▶ **The problem**:
If a line in the entries below contains "from", copy it.

====== Working data

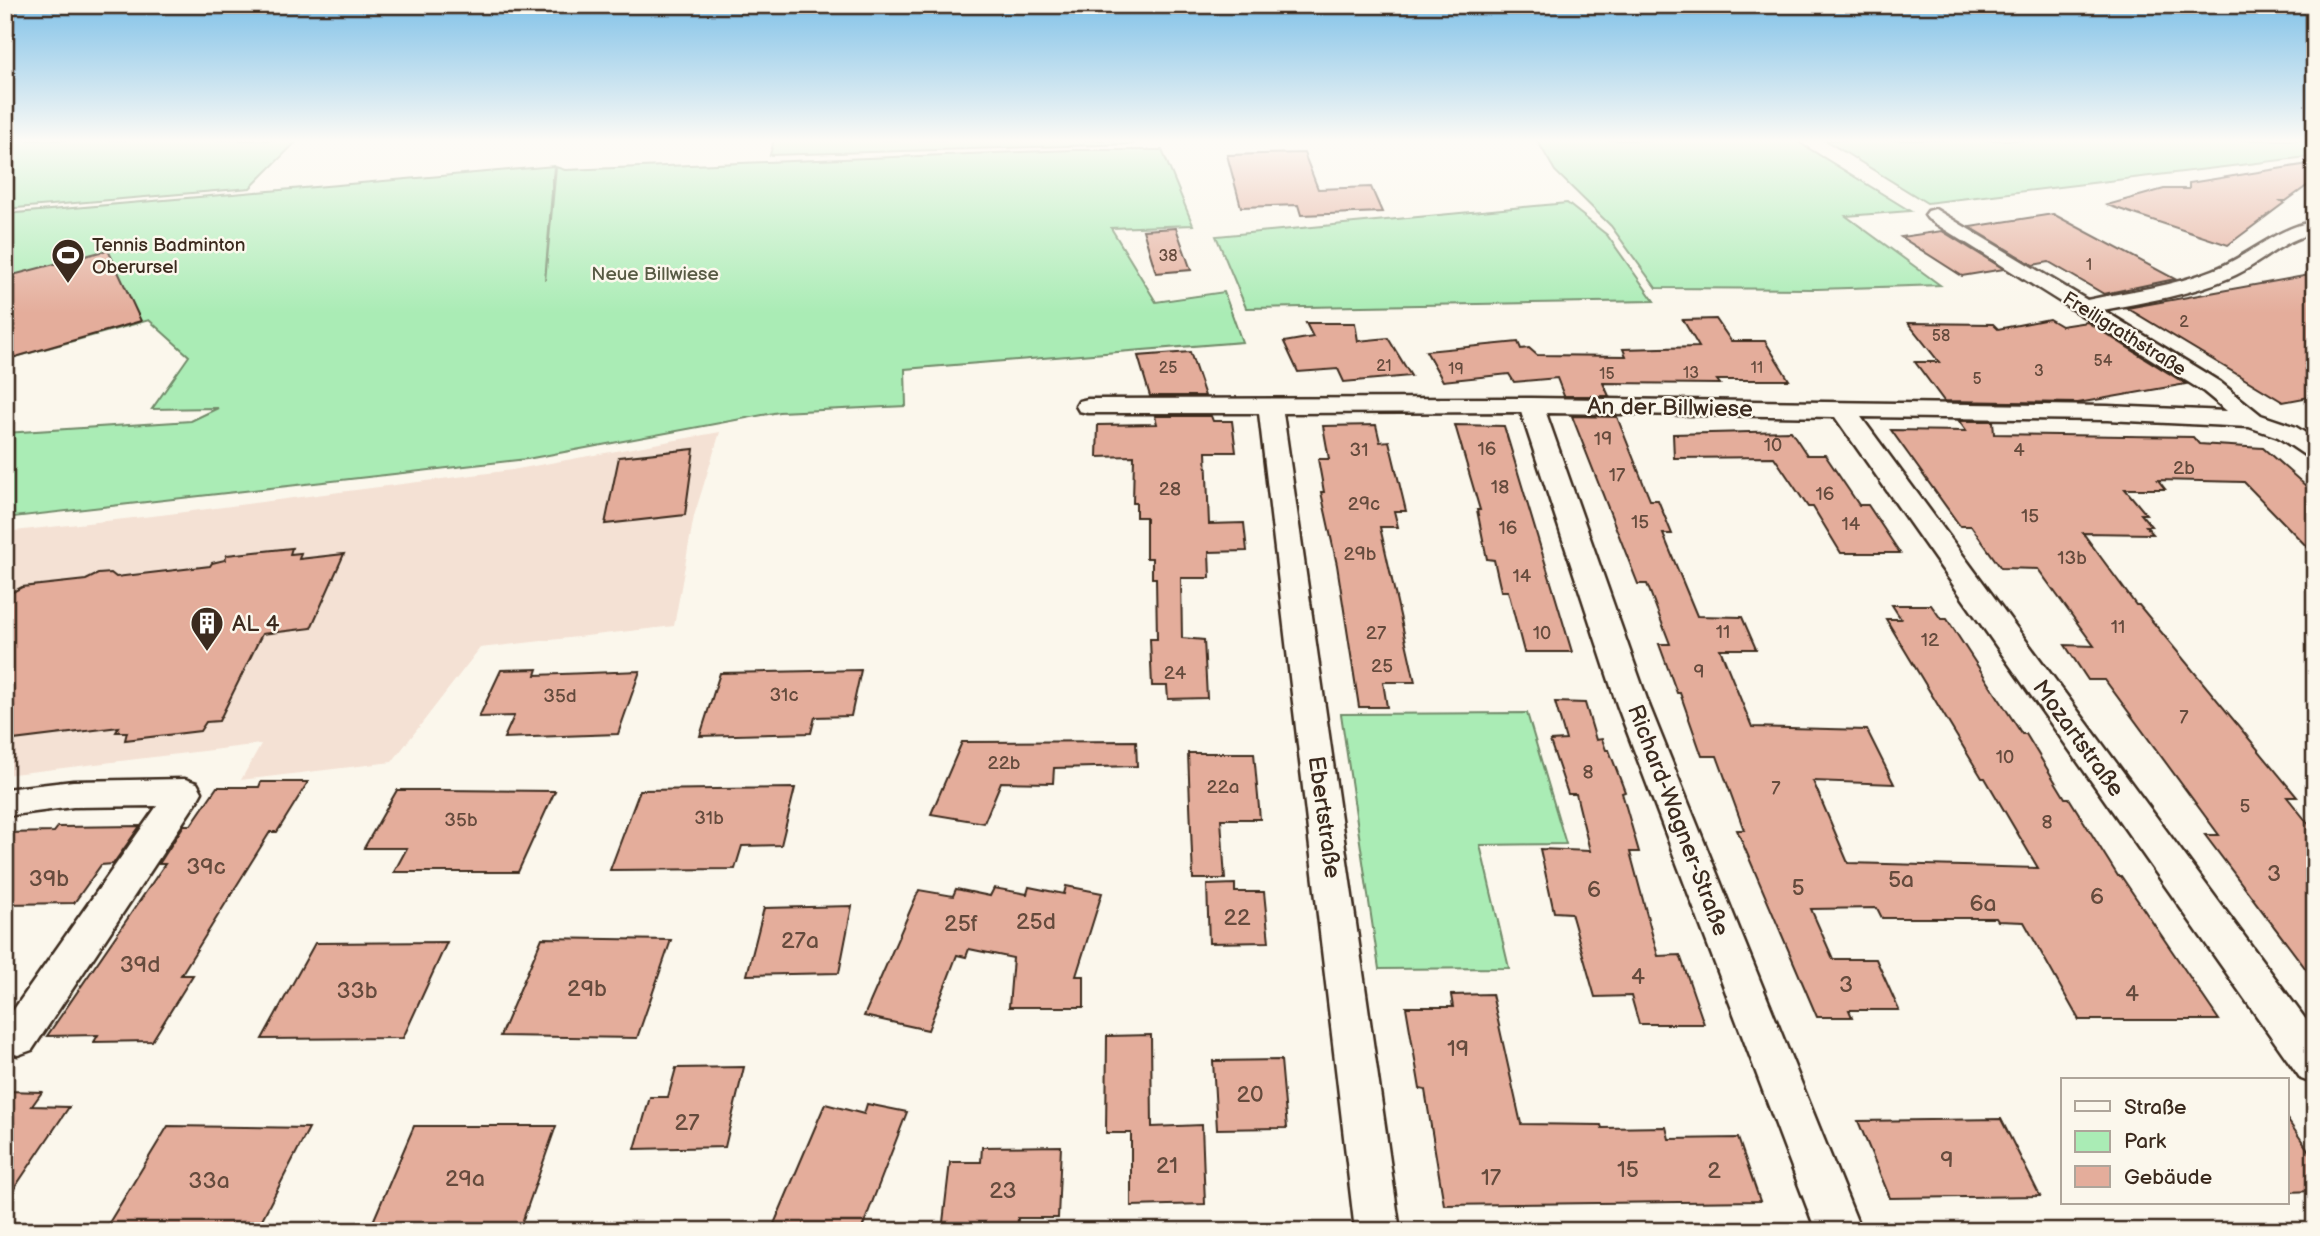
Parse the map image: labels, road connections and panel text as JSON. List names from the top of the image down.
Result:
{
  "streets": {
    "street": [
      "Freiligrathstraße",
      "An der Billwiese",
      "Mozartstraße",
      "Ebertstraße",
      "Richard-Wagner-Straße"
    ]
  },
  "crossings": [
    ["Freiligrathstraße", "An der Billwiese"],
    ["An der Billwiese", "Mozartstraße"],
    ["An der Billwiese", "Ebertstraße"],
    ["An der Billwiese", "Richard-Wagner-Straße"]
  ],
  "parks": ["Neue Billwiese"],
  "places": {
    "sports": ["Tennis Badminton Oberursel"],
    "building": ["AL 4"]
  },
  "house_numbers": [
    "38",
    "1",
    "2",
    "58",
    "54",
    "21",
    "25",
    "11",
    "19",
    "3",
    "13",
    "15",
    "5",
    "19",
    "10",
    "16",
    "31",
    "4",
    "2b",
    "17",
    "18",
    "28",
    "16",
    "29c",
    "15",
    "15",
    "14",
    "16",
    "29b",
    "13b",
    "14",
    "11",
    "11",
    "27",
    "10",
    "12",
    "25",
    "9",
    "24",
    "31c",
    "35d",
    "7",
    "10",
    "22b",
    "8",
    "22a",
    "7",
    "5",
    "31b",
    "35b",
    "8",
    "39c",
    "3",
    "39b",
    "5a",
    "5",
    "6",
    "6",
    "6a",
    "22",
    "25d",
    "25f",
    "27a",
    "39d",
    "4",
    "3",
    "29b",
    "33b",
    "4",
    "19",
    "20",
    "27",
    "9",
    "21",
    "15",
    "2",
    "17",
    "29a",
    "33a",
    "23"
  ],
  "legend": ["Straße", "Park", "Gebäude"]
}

============
====== Working data

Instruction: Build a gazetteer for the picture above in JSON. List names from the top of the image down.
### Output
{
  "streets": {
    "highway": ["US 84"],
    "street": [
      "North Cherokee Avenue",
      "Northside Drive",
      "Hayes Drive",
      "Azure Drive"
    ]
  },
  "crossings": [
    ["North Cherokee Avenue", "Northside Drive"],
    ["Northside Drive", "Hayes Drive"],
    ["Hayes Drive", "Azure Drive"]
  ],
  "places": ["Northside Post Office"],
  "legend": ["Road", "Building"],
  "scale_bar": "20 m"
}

============
====== Working data

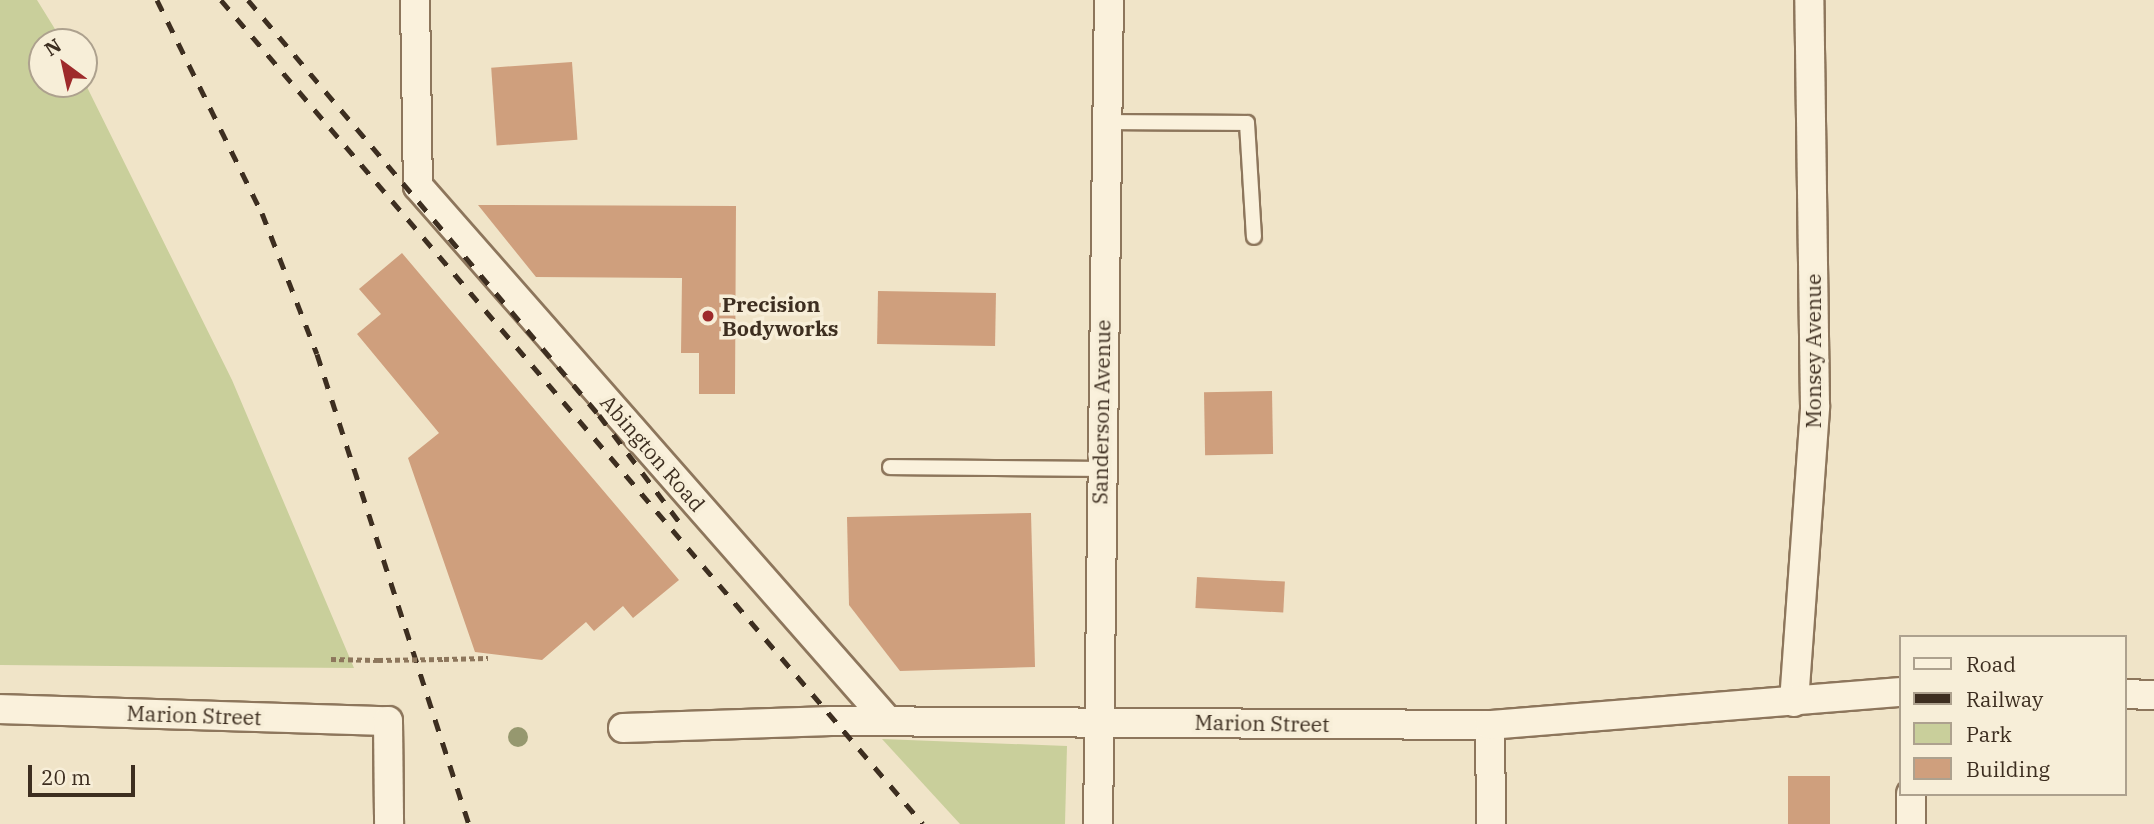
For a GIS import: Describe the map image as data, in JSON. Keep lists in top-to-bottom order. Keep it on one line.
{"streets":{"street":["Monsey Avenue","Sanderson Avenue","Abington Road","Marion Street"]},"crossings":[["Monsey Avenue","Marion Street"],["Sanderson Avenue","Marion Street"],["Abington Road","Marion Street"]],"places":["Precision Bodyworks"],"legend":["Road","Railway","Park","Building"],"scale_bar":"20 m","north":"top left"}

============

▶ **Answer space**:
Parse the map image: labels, road connections and panel text as JSON. List names from the top of the image down.
Instruction: Build a gazetteer for the picture above in JSON. List names from the top of the image down.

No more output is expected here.